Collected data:
=-=-=-=-=

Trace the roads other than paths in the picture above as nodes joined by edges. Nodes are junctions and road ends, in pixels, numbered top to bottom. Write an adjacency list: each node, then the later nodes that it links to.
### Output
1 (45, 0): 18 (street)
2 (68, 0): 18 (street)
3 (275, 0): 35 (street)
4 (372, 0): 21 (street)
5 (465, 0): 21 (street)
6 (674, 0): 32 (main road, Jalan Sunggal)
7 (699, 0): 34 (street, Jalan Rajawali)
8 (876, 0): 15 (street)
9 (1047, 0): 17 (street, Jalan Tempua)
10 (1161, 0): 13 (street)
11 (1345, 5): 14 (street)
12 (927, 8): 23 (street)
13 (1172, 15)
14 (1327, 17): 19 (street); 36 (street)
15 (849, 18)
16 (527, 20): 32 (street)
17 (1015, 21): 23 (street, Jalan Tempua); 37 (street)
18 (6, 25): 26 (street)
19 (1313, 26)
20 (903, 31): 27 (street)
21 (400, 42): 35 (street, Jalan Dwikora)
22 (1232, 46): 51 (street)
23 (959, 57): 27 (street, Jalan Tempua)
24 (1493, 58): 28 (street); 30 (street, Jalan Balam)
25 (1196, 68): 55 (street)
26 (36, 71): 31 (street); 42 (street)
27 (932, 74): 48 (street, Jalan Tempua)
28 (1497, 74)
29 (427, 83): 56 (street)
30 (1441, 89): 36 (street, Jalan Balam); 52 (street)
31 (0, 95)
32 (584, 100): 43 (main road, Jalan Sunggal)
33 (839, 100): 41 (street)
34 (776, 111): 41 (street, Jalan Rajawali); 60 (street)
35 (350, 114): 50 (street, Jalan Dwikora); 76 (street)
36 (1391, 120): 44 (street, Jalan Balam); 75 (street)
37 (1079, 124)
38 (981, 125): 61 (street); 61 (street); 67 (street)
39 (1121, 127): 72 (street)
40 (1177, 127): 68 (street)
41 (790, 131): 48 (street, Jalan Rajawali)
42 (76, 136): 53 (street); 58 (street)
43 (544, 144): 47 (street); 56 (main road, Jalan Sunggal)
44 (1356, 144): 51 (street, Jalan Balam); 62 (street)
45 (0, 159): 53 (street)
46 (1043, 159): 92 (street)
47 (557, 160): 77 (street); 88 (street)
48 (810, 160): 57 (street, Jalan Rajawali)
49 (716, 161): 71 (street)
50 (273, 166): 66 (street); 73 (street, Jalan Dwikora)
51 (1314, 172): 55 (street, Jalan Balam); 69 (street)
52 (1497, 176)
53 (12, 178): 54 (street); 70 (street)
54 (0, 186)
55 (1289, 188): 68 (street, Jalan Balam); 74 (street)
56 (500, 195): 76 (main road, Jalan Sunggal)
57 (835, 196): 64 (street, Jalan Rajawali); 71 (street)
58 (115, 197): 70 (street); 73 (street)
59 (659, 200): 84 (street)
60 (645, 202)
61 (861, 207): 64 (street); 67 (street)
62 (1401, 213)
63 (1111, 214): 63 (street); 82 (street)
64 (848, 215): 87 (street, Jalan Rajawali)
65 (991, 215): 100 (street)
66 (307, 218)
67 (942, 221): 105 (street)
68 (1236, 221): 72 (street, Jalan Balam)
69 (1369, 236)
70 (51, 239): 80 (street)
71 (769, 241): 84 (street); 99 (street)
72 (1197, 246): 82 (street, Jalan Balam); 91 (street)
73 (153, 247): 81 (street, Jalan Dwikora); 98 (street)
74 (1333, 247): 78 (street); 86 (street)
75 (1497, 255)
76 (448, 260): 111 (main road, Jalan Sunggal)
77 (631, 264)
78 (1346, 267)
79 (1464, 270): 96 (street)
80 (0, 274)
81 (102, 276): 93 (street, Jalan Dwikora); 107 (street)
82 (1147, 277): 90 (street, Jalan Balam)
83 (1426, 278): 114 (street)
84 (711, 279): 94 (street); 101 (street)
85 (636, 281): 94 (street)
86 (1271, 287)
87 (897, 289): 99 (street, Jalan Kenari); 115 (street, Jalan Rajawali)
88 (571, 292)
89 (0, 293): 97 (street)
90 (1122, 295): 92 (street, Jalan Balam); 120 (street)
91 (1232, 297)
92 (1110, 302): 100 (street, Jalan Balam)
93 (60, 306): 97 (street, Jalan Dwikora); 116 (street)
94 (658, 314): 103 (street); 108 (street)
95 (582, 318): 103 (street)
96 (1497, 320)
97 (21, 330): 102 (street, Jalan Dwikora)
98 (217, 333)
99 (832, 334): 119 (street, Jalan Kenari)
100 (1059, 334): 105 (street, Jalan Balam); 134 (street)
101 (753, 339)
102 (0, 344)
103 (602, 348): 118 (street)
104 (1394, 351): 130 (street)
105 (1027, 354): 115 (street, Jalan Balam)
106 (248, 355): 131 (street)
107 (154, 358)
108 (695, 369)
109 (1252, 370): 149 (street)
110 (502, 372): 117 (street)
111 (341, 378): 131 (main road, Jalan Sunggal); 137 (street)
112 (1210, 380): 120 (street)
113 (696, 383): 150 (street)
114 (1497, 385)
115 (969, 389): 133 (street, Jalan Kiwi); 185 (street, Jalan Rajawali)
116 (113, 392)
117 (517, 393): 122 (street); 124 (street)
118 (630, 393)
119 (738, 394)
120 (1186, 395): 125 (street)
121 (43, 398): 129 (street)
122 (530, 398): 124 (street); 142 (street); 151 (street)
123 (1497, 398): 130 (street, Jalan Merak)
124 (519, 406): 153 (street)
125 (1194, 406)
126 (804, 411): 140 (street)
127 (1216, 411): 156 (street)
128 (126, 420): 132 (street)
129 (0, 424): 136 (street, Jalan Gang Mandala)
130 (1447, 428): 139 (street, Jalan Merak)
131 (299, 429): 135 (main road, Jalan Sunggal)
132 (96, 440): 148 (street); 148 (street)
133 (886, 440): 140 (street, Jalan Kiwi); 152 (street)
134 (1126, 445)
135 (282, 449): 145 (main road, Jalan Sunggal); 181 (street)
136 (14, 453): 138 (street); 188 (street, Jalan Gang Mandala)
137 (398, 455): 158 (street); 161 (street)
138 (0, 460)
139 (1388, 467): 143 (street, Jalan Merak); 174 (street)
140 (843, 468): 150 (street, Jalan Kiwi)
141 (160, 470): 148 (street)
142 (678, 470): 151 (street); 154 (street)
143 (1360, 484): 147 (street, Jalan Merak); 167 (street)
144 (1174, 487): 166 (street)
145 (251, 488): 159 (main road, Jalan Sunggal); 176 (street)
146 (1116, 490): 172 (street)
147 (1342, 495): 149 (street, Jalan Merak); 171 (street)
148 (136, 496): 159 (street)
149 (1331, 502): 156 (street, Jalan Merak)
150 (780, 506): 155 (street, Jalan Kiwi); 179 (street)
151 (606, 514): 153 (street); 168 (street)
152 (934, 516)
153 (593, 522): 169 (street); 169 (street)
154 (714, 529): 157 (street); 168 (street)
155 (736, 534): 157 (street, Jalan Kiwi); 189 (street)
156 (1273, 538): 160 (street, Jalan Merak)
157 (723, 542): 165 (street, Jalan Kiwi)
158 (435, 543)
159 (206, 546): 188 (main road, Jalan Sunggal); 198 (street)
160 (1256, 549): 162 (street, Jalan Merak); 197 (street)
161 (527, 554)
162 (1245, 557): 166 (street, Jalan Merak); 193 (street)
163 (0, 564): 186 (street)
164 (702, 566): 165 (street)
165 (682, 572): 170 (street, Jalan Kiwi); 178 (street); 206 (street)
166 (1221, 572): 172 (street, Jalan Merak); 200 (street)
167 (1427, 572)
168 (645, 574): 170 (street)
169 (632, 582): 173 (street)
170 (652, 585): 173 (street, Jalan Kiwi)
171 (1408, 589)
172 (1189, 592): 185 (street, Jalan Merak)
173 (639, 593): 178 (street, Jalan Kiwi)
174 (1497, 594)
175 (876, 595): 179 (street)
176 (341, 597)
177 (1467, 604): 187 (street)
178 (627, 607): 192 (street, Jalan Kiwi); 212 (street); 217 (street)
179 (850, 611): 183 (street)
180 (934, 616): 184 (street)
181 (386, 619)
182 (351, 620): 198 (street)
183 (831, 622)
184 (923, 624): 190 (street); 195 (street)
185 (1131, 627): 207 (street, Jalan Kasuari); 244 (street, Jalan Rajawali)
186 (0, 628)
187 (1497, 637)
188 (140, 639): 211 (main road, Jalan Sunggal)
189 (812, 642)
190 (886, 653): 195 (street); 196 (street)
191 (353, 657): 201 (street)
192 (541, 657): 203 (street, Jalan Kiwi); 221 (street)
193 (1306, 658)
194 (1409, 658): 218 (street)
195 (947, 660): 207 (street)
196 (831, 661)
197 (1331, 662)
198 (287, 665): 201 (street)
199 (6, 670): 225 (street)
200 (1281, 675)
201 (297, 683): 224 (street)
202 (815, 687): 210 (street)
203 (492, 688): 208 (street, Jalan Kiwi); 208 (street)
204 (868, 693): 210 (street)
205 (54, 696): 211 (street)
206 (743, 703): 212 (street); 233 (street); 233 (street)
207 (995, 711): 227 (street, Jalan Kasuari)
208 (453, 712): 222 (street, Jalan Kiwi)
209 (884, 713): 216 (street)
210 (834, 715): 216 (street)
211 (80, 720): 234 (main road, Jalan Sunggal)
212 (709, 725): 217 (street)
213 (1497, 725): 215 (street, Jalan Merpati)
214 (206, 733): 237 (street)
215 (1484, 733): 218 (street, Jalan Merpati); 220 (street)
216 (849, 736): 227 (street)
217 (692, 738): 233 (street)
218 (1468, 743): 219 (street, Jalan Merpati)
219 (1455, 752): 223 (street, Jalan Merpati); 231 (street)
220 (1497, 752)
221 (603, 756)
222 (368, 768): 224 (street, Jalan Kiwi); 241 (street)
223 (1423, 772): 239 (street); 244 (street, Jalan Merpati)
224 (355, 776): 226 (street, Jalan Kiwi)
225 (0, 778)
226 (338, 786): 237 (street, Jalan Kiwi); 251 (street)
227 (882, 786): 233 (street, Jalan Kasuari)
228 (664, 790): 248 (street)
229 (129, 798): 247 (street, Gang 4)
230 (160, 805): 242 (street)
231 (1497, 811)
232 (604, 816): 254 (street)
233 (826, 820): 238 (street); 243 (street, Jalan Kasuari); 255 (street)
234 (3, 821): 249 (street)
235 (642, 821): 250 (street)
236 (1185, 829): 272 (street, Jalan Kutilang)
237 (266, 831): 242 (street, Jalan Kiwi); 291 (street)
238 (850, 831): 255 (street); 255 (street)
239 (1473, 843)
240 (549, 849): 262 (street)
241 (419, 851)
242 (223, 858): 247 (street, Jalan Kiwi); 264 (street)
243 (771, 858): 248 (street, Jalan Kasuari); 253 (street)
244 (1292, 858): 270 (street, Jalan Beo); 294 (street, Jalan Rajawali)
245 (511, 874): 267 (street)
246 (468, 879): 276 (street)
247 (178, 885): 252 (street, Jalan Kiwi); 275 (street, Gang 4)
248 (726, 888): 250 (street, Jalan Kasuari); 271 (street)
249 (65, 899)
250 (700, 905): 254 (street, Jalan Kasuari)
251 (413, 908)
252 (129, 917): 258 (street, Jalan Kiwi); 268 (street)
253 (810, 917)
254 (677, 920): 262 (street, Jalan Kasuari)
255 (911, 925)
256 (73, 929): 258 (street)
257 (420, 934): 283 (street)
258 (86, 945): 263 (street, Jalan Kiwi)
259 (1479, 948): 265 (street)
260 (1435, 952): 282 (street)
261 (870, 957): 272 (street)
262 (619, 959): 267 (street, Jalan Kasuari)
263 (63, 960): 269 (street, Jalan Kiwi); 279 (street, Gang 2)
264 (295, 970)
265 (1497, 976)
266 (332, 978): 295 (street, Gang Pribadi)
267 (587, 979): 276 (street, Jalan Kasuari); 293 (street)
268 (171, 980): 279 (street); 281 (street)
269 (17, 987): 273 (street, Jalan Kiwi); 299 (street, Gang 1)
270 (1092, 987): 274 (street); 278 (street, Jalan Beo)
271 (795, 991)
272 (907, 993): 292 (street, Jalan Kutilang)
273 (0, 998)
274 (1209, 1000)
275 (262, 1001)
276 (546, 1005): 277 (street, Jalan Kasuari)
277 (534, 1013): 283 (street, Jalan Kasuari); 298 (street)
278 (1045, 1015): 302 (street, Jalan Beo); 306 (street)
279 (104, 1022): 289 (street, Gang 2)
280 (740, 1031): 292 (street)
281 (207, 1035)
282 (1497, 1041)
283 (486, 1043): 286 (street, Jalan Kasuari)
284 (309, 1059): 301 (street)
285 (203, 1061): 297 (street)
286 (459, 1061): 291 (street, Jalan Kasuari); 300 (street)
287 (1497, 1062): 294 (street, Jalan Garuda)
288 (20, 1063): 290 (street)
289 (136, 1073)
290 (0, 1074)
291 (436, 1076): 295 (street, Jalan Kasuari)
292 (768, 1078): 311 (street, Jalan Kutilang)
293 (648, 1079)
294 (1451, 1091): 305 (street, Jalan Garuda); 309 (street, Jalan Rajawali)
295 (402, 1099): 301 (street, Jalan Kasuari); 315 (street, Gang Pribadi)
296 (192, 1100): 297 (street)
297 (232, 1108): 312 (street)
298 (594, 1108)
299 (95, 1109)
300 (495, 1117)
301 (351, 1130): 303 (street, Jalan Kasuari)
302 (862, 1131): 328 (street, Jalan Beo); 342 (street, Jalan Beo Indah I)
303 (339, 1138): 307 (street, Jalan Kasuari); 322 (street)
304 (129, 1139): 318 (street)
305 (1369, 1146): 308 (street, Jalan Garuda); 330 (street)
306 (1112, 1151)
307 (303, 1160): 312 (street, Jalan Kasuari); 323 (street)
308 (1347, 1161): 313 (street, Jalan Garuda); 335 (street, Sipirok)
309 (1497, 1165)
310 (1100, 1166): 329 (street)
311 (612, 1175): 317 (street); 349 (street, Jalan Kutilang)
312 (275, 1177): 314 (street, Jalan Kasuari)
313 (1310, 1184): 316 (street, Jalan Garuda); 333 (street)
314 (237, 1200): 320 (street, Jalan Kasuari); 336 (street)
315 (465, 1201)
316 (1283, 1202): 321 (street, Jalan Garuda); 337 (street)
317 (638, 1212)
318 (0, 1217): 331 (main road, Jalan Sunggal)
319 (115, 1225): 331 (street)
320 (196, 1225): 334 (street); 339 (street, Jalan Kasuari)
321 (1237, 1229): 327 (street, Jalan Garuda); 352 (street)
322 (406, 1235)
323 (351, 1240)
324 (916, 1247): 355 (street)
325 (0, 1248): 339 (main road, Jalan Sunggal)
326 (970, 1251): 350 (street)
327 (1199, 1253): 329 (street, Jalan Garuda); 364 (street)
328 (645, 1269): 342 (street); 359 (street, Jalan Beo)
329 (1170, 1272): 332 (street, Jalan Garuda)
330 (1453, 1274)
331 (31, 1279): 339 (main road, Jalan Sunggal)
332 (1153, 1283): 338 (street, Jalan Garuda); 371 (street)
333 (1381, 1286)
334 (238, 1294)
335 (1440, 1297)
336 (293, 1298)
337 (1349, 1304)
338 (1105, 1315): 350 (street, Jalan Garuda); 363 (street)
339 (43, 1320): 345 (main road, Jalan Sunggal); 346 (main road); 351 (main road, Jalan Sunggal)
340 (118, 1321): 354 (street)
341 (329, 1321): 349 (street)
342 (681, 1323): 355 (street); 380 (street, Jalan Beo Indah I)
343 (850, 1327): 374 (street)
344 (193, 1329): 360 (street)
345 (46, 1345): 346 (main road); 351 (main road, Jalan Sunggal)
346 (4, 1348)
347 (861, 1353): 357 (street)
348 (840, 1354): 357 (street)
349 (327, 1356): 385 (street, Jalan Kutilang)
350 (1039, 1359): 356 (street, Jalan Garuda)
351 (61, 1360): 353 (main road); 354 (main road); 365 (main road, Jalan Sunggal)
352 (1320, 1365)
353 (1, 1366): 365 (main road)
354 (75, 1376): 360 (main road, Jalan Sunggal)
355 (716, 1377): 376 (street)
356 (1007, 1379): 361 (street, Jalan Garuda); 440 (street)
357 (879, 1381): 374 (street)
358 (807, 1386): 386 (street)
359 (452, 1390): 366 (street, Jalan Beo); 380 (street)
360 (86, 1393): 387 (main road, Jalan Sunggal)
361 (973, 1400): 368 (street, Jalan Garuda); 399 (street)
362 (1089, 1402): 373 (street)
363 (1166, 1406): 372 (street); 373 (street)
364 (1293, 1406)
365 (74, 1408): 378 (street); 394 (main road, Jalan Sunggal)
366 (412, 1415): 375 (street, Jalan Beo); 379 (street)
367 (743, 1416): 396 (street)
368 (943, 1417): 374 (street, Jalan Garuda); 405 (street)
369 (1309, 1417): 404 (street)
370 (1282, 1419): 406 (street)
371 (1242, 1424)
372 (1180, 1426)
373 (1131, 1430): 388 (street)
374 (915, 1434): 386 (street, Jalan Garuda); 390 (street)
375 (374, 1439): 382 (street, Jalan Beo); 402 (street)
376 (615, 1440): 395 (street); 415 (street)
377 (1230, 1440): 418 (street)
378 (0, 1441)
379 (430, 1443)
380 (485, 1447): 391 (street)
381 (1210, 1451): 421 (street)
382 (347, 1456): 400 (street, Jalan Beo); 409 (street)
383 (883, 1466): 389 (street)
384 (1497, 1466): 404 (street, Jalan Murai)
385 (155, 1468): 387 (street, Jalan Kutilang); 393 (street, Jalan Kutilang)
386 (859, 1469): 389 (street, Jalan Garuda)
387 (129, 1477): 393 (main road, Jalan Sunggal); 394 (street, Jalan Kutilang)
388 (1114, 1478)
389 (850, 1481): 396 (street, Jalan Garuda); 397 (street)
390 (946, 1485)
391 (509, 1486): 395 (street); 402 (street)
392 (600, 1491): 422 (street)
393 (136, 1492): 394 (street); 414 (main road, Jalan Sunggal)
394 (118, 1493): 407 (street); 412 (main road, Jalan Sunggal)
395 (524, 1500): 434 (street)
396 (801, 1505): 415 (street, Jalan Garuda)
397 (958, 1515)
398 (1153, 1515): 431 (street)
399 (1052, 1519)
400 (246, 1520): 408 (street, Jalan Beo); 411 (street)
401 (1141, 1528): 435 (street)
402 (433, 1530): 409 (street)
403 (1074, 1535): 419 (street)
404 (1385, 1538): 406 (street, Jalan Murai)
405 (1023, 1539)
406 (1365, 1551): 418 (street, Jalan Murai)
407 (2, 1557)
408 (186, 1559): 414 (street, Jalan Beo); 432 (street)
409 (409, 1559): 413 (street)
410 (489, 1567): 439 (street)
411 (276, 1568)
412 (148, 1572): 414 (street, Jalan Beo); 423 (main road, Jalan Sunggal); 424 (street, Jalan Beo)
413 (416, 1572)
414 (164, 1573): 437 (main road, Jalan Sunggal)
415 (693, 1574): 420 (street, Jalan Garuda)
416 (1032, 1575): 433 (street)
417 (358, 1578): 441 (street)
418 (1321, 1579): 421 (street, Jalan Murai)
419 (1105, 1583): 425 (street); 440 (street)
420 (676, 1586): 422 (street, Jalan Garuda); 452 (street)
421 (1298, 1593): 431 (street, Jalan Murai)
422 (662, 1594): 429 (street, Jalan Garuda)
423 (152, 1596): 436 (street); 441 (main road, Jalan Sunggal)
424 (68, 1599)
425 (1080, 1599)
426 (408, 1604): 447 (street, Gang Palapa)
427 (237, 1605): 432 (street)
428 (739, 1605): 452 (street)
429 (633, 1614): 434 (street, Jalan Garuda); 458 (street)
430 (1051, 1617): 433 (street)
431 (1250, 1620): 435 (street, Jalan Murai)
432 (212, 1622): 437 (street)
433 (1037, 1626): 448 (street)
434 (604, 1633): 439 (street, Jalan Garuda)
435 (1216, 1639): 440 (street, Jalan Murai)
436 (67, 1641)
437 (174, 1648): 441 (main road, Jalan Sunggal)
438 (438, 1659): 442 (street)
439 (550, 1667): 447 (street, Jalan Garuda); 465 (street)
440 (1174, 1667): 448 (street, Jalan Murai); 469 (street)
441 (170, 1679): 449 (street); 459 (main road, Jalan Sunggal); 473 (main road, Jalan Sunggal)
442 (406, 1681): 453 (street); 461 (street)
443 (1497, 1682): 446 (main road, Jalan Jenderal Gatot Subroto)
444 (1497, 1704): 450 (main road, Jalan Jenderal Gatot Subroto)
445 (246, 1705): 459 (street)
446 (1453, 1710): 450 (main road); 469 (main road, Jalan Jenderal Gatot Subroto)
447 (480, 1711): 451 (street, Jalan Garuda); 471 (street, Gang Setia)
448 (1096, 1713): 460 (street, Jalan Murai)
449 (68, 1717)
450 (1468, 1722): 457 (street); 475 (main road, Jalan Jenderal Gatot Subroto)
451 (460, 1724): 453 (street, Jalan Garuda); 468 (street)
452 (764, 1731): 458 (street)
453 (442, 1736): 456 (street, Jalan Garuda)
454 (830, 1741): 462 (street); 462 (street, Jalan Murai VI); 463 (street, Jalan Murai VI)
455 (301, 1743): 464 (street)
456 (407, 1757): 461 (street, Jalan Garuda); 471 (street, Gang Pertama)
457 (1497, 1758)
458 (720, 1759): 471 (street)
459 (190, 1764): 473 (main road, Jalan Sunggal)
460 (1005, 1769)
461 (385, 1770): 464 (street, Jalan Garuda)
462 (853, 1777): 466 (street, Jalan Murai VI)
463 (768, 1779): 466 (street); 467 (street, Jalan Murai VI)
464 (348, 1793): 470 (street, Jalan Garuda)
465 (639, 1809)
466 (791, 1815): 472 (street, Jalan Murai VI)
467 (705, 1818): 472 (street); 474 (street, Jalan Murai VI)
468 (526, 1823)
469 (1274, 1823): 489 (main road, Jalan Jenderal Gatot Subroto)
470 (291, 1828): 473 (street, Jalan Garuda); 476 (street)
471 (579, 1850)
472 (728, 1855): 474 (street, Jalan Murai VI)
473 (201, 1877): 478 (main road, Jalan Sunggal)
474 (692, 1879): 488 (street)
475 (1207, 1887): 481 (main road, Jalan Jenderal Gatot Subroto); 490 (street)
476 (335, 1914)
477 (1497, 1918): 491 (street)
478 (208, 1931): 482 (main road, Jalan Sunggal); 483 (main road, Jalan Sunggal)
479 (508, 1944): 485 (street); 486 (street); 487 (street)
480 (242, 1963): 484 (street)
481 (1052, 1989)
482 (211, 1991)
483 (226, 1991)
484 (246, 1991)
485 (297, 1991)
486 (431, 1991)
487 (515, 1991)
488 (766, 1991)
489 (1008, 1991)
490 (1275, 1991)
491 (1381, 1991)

=-=-=-=-=

Problem statement
All lines in the entries above that include "Dwikora" should be found and copied.

Answer box
21 (400, 42): 35 (street, Jalan Dwikora)
35 (350, 114): 50 (street, Jalan Dwikora); 76 (street)
50 (273, 166): 66 (street); 73 (street, Jalan Dwikora)
73 (153, 247): 81 (street, Jalan Dwikora); 98 (street)
81 (102, 276): 93 (street, Jalan Dwikora); 107 (street)
93 (60, 306): 97 (street, Jalan Dwikora); 116 (street)
97 (21, 330): 102 (street, Jalan Dwikora)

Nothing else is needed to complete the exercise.